Ketua Komisi II DPR RI Ahmad Doli Kurnia Tandjung mengatakan, sebisa mungkin penetapan hari pemungutan suara dilakukan tanpa mengubah peraturan perundang-undangan. "Saya dari awal dan juga kami Komisi II, sudah memberikan warning, sebisa mungkin kita menghindari terjadinya revisi Undang-Undang," ujar Doli dalam acara tanya jawab secara daring, Kamis (7/10).
Dia mengingatkan, sejak awal telah disepakati tidak merevisi Undang-Undang Pemilu maupun Pilkada. Jika pun dibuka ruang revisi seperti melalui Peraturan Pemerintah Pengganti Undang-Undang (Perppu), maka ada potensi desakan isu lain untuk ikut diubah, bukan hanya keinginan memundurkan jadwal pilkada.
Selain itu, kata Doli, perlu juga menghindari adanya reaksi publik serupa dengan yang terjadi pada Pilkada 2020 lalu.

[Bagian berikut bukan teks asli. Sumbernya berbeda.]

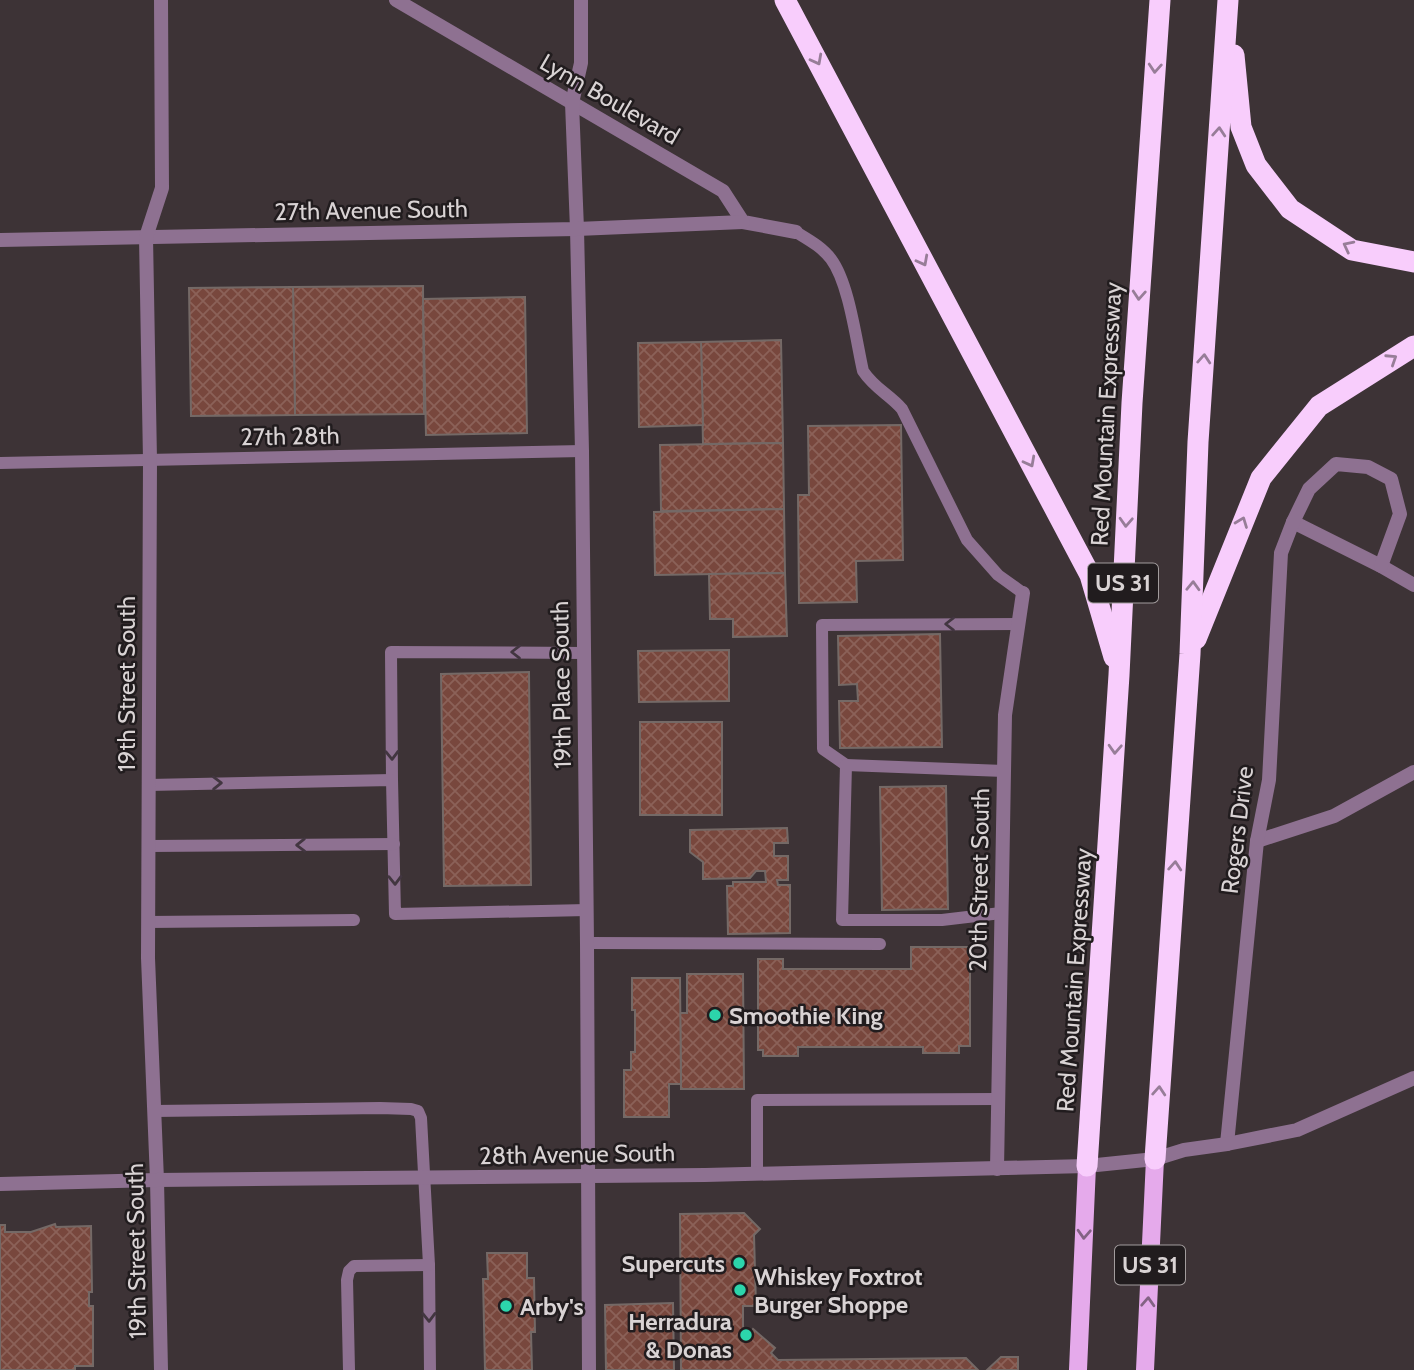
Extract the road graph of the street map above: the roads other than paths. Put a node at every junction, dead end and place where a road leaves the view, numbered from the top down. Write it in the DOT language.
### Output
graph roads {
  1 [pos="161,0"];
  2 [pos="396,0"];
  3 [pos="581,0"];
  4 [pos="785,0"];
  5 [pos="1160,0"];
  6 [pos="1229,0"];
  7 [pos="572,103"];
  8 [pos="743,222"];
  9 [pos="577,229"];
  10 [pos="796,232"];
  11 [pos="146,237"];
  12 [pos="0,240"];
  13 [pos="1414,262"];
  14 [pos="1414,346"];
  15 [pos="582,451"];
  16 [pos="150,460"];
  17 [pos="0,463"];
  18 [pos="1293,522"];
  19 [pos="1381,566"];
  20 [pos="1414,585"];
  21 [pos="1023,593"];
  22 [pos="1018,624"];
  23 [pos="584,653"];
  24 [pos="1190,654"];
  25 [pos="1119,675"];
  26 [pos="846,765"];
  27 [pos="1004,771"];
  28 [pos="1414,772"];
  29 [pos="393,780"];
  30 [pos="149,785"];
  31 [pos="1257,841"];
  32 [pos="394,844"];
  33 [pos="149,846"];
  34 [pos="587,911"];
  35 [pos="1001,913"];
  36 [pos="354,920"];
  37 [pos="148,922"];
  38 [pos="587,943"];
  39 [pos="880,944"];
  40 [pos="1414,1079"];
  41 [pos="998,1099"];
  42 [pos="154,1111"];
  43 [pos="1227,1144"];
  44 [pos="1154,1159"];
  45 [pos="1087,1166"];
  46 [pos="997,1169"];
  47 [pos="757,1174"];
  48 [pos="588,1177"];
  49 [pos="424,1178"];
  50 [pos="157,1180"];
  51 [pos="0,1184"];
  52 [pos="429,1265"];
  53 [pos="161,1370"];
  54 [pos="349,1370"];
  55 [pos="430,1370"];
  56 [pos="589,1370"];
  57 [pos="1078,1370"];
  58 [pos="1145,1370"];
  1 -- 11 [label="street, 19th Street South"];
  2 -- 7 [label="street, Lynn Boulevard"];
  3 -- 7 [label="street, 19th Place South"];
  4 -- 25 [label="highway, one-way"];
  5 -- 25 [label="highway, Red Mountain Expressway / US 31, one-way"];
  13 -- 6 [label="highway, one-way"];
  24 -- 6 [label="highway, US 31, one-way"];
  7 -- 8 [label="street, Lynn Boulevard"];
  7 -- 9 [label="street, 19th Place South"];
  8 -- 9 [label="street, 27th Avenue South"];
  8 -- 10 [label="street"];
  9 -- 11 [label="street, 27th Avenue South"];
  9 -- 15 [label="street, 19th Place South"];
  10 -- 21 [label="lane"];
  11 -- 12 [label="street, 27th Avenue South"];
  11 -- 16 [label="street, 19th Street South"];
  24 -- 14 [label="highway, one-way"];
  15 -- 16 [label="lane, 27th 28th"];
  15 -- 23 [label="street, 19th Place South"];
  16 -- 17 [label="lane, 27th 28th"];
  16 -- 30 [label="street, 19th Street South"];
  18 -- 19 [label="street"];
  18 -- 19 [label="street, Rogers Drive"];
  18 -- 31 [label="street, Rogers Drive"];
  19 -- 20 [label="street"];
  21 -- 22 [label="street, 20th Street South"];
  22 -- 26 [label="lane, one-way"];
  22 -- 27 [label="street, 20th Street South"];
  23 -- 29 [label="lane, one-way"];
  23 -- 34 [label="street, 19th Place South"];
  44 -- 24 [label="highway, US 31, one-way"];
  25 -- 45 [label="highway, Red Mountain Expressway / US 31, one-way"];
  26 -- 27 [label="lane"];
  26 -- 35 [label="lane"];
  27 -- 35 [label="street, 20th Street South"];
  28 -- 31 [label="street"];
  30 -- 29 [label="lane, one-way"];
  29 -- 32 [label="lane"];
  30 -- 33 [label="street, 19th Street South"];
  31 -- 43 [label="street, Rogers Drive"];
  32 -- 33 [label="lane, one-way"];
  32 -- 34 [label="lane, one-way"];
  33 -- 37 [label="street, 19th Street South"];
  34 -- 38 [label="street, 19th Place South"];
  35 -- 41 [label="street, 20th Street South"];
  36 -- 37 [label="lane"];
  37 -- 42 [label="street, 19th Street South"];
  38 -- 39 [label="lane"];
  38 -- 48 [label="street, 19th Place South"];
  40 -- 43 [label="street, 28th Avenue South"];
  41 -- 46 [label="street, 20th Street South"];
  41 -- 47 [label="lane"];
  42 -- 49 [label="lane"];
  42 -- 50 [label="street, 19th Street South"];
  43 -- 44 [label="street, 28th Avenue South"];
  44 -- 45 [label="street, 28th Avenue South"];
  58 -- 44 [label="main road, US 31, one-way"];
  45 -- 46 [label="street, 28th Avenue South"];
  45 -- 57 [label="main road, US 31, one-way"];
  46 -- 47 [label="street, 28th Avenue South"];
  47 -- 48 [label="street, 28th Avenue South"];
  48 -- 49 [label="street, 28th Avenue South"];
  48 -- 56 [label="street, 19th Place South"];
  49 -- 50 [label="street, 28th Avenue South"];
  49 -- 52 [label="lane"];
  50 -- 51 [label="street, 28th Avenue South"];
  50 -- 53 [label="street, 19th Street South"];
  52 -- 54 [label="lane"];
  52 -- 55 [label="lane, one-way"];
}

Kebutuhan Perppu untuk mengubah hari pemungutan suara Pilkada dari September 2020 menjadi Desember 2020 karena pandemi Covid-19 menimbulkan polemik.
"Jadi sekarang kalau kita ulangi lagi nanti publik bilang, "dikit-dikit pemerintah sama DPR dikit-dikit Perppu, mereka mau ini Perppu, suka-suka mereka saja, kalau kami punya keinginan enggak bisa'," kata Doli.
Doli memahami usulan KPU memundurkan jadwal Pilkada karena kekhawatiran Pemilu digelar 15 Mei. Hari pemungutan suara Pemilu itu lebih lambat tiga bulan dari keinginan KPU menyelenggarakannya pada 21 Februari.
KPU dinilai khawatir akan kecukupan waktu pelaksanaan tahapan pilkada yang beririsan dengan tahapan pemilu di tahun yang sama. Khususnya mengenai waktu proses penyelesaian sengketa hasil pemilu yang bergulir di Mahkamah Konstitusi (MK) molor dari jadwal sehingga dapat berimpilkasi pada pelaksanaan tahapan pendaftaran pencalonan pilkada.
Menurut Doli, penyelenggara pemilu dan pemerintah perlu duduk bersama dengan Mahkamah Konstitusi (MK) maupun Mahkamah Agung (MA) agar membahas secara rinci mengenai standar dan mekanisme atau waktu yang dibutuhkan untuk menyelesaikan sengketa pemilu.
Selain itu, ada empat persoalan lain yang perlu dibahas kembali agar penetapan jadwal pemilu tidak berdampak pada perubahan ketentuan waktu pemungutan suara pilkada, seperti mengurangi masa kampanye, pengadaan logistik pemilu, penggunaan teknologi informasi, serta keseriusan pemerintah membenahi sistem data kependudukan yang terintegrasi.
"Ada solusi nih yang harus kita exercise, apa, yang lima tadi itu, supaya pilkadanya enggak mundur, kita enggak mengubah Undang-Undang, kita coba exercise dulu yang lima ini, mungkin enggak. Kalau yang lima ini bisa mengurangi beban kerja dan waktu atau irisan yang tidak terlalu dalam lagi antara pileg, pilpres, dan pilkada, jadi enggak masalah lagi," tutur Doli.